Use of accounts receivable to fund working capital

When exploring alternative sources of working capital, it is appropriate to examine the assets that can be used to generate funds. The two largest asset groups of most hospitals are their accounts receivable and their property, plant, and equipment. The conversion of property, plant, and equipment to working capital can be accomplished in several ways, including refinancing at lower interest rates, negotiating a sale-leaseback, or borrowing against the collateral of those facilities. These options, while worthwhile in some circumstances, may be of limited use to many hospitals for any of a variety of reasons.(c)

Accounts receivable, on the other hand, eventually are converted to cash that can be used for working capital. The real issue is whether that conversion can be accelerated. Seeking more efficiency and speed from the existing accounts receivable collection team is one way to accelerate the generation of working capital from accounts receivable, but such effort can only accelerate collections to a point and does not offer immediate cash for the accounts receivable.

Selling versus borrowing

There are two ways to gain immediate cash from accounts receivable: borrowing against the collateral of the receivables or selling the receivables themselves. While both options provide immediate cash, the sale of accounts receivable has several advantages over borrowing.

Borrowing against receivables does not improve a balance sheet. It adds debt on a one-to-one ratio to the cash proceeds of the loan. The sale of those receivables substitutes cash (plus, in some instances, other receivables) for the receivables sold.

When a hospital borrows against receivables, the lender may impose restrictive covenants. Such covenants may limit the hospital's ability to incur additional debt or otherwise limit the financial flexibility of the borrower. Further, the lender may require a security interest in all of the hospital's receivables, even if the loan is only for a relatively small percentage of those receivables. A purchaser of accounts receivable, on the other hand, generally has no need to place stringent requirements on the seller that would reduce the hospital's other financing options.

An advantage of selling over borrowing is that the sale generally will not violate negative pledge covenants in capital financing documents. Such covenants, which are not unusual, prohibit hospitals from pledging assets to secure other loans.

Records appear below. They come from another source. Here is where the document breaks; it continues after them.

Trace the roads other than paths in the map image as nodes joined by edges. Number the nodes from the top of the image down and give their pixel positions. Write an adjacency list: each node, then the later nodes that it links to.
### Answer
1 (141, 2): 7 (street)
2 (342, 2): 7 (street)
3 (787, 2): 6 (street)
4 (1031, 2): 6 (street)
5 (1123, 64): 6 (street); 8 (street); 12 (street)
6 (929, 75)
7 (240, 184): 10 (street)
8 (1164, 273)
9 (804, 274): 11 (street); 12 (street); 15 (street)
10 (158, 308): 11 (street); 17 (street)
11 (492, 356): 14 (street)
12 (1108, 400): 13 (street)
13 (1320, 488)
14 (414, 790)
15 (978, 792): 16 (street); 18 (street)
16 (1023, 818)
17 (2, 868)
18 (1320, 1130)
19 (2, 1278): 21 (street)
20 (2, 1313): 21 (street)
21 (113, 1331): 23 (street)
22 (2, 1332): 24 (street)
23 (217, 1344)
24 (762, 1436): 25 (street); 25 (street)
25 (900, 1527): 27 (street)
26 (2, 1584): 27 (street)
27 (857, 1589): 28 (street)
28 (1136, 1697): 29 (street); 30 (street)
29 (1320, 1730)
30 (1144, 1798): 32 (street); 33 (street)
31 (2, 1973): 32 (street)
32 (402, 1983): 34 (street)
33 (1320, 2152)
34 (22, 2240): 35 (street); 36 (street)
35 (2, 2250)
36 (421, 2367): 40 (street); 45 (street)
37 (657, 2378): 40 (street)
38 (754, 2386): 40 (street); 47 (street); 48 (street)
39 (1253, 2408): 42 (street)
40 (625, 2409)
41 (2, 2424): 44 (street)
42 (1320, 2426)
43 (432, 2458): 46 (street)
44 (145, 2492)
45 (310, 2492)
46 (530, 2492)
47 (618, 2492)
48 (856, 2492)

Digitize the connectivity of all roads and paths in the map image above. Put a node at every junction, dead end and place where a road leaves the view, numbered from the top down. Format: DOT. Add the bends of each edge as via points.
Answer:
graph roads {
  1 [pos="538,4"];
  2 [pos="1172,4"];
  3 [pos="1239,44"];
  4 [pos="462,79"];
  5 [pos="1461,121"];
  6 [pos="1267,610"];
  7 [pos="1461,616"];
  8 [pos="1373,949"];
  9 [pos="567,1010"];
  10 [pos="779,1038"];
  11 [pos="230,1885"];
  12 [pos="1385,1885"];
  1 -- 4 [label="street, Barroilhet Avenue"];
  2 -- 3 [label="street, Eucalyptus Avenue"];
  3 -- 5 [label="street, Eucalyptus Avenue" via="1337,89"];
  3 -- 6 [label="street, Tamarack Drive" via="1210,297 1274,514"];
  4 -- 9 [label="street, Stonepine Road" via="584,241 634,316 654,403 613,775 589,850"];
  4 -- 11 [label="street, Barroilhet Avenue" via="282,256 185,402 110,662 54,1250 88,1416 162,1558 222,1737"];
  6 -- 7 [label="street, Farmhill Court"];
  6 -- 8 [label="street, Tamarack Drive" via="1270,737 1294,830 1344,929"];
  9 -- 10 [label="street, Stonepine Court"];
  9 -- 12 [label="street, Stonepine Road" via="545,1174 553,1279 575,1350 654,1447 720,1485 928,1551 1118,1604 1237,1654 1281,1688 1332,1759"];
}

When borrowing, the financial health of a hospital is important to a lender even if the loan is fully secured by the accounts receivable. A hospital's bankruptcy could result in substantial delays for the lender in realizing on its collateral.(d) A purchaser of accounts receivable, on the other hand, has less reason to be concerned about the possibility of bankruptcy, inasmuch as the purchaser owns the accounts receivable, and they should not be part of the hospital's bankruptcy estate if the sale was properly structured.

A hospital borrowing against accounts receivable remains at risk for collection delays. A hospital selling its accounts receivable may, depending on the terms of the sale, transfer a substantial portion of that risk to the purchaser.

Finally, a healthcare provider borrowing against accounts receivable remains responsible for the collection of those receivables and must maintain the necessary staff to perform that function. A purchaser of the accounts receivable may, however, assume that responsibility. To the extent that the hospital desires and is permitted by the purchaser to collect the receivables, the purchaser may be willing to reduce the discount at which the purchase is made.